Abstract

ABSTRACTThis lectureship explores how futures research might be used by occupational scientists to open up a dialogue about what people ‘will do’. Futures research offers alternative ways to explore ideas, viewpoints, schools of inquiry and knowledge that might contribute to the prevention of known, yet unsolved, occupational injustices experienced by groups of people in society. One such global injustice is the burgeoning work disparity of under- and unemployment experienced by young people. The goal of futures research methods is to create transformative spaces for thought, through multiple ways of knowing and analysis across paradigms of knowledge, to inform what groups of people or populations might do differently to achieve a better quality of life or circumstances.
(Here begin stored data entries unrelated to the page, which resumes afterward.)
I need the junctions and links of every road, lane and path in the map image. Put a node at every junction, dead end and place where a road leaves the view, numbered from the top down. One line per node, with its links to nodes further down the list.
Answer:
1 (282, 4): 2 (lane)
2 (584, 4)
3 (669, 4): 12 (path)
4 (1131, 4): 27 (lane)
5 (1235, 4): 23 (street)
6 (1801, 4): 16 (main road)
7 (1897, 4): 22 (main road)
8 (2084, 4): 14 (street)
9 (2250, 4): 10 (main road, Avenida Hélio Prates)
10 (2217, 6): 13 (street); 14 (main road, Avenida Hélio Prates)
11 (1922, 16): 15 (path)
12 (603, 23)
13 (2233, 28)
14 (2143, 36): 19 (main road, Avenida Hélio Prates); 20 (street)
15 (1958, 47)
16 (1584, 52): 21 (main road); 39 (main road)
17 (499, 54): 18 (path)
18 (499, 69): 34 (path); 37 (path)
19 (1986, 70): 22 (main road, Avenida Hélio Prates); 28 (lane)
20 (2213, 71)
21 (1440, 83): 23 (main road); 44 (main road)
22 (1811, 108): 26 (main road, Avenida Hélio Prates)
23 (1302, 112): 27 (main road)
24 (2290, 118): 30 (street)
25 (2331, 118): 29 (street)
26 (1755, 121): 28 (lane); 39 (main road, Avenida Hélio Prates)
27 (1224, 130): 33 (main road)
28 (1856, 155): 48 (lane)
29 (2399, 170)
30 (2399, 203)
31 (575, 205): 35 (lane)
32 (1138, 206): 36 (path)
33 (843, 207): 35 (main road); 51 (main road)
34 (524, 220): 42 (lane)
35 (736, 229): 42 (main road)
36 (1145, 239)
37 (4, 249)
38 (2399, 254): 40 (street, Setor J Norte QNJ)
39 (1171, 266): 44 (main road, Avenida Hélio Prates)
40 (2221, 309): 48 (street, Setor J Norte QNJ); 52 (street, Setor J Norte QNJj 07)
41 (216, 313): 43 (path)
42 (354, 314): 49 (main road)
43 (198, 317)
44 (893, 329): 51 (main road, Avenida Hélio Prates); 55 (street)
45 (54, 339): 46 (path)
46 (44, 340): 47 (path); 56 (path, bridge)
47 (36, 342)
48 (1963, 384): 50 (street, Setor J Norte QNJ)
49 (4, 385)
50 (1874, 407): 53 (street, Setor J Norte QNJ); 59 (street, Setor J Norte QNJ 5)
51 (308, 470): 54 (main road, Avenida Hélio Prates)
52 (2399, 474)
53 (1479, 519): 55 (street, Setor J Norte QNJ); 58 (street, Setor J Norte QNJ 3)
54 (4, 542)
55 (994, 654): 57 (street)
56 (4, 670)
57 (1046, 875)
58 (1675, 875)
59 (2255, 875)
In this lectureship, the future of employment for young people in Canada is used as an example to introduce the potential of using Causal Layered Analysis (CLA; Inayatullah, 1998, 2004), a futures research method, in transformative thinking and inquiry into future possibilities for complex social or health issues relevant to occupational science. In general, futures research methods have a focus on the past and present. Understanding the past is explored through the meanings of work mobility, as represented in the lyrics of Canadian songs (n=183) from the early 1800s to 2014. The current challenges of work mobility, the present for young people in Canada, is explored through a learning experience of a graduate student in applying transformative thinking methods using CLA. Alternative opportunities generated through identification of a preferred future offered up insights that can be leveraged for action or policy change. The preferred future narrative may be valuable when coupled with other knowledge to support and sustain future work transitions of young Canadians navigating the contemporary world of work. For occupational science, transformative thinking can uncover new understandings about how social problems at the population level come to be and then to generate scenarios that evoke new ways or potential for doing that make ethical, empathic and human occupational sense in Canadian society.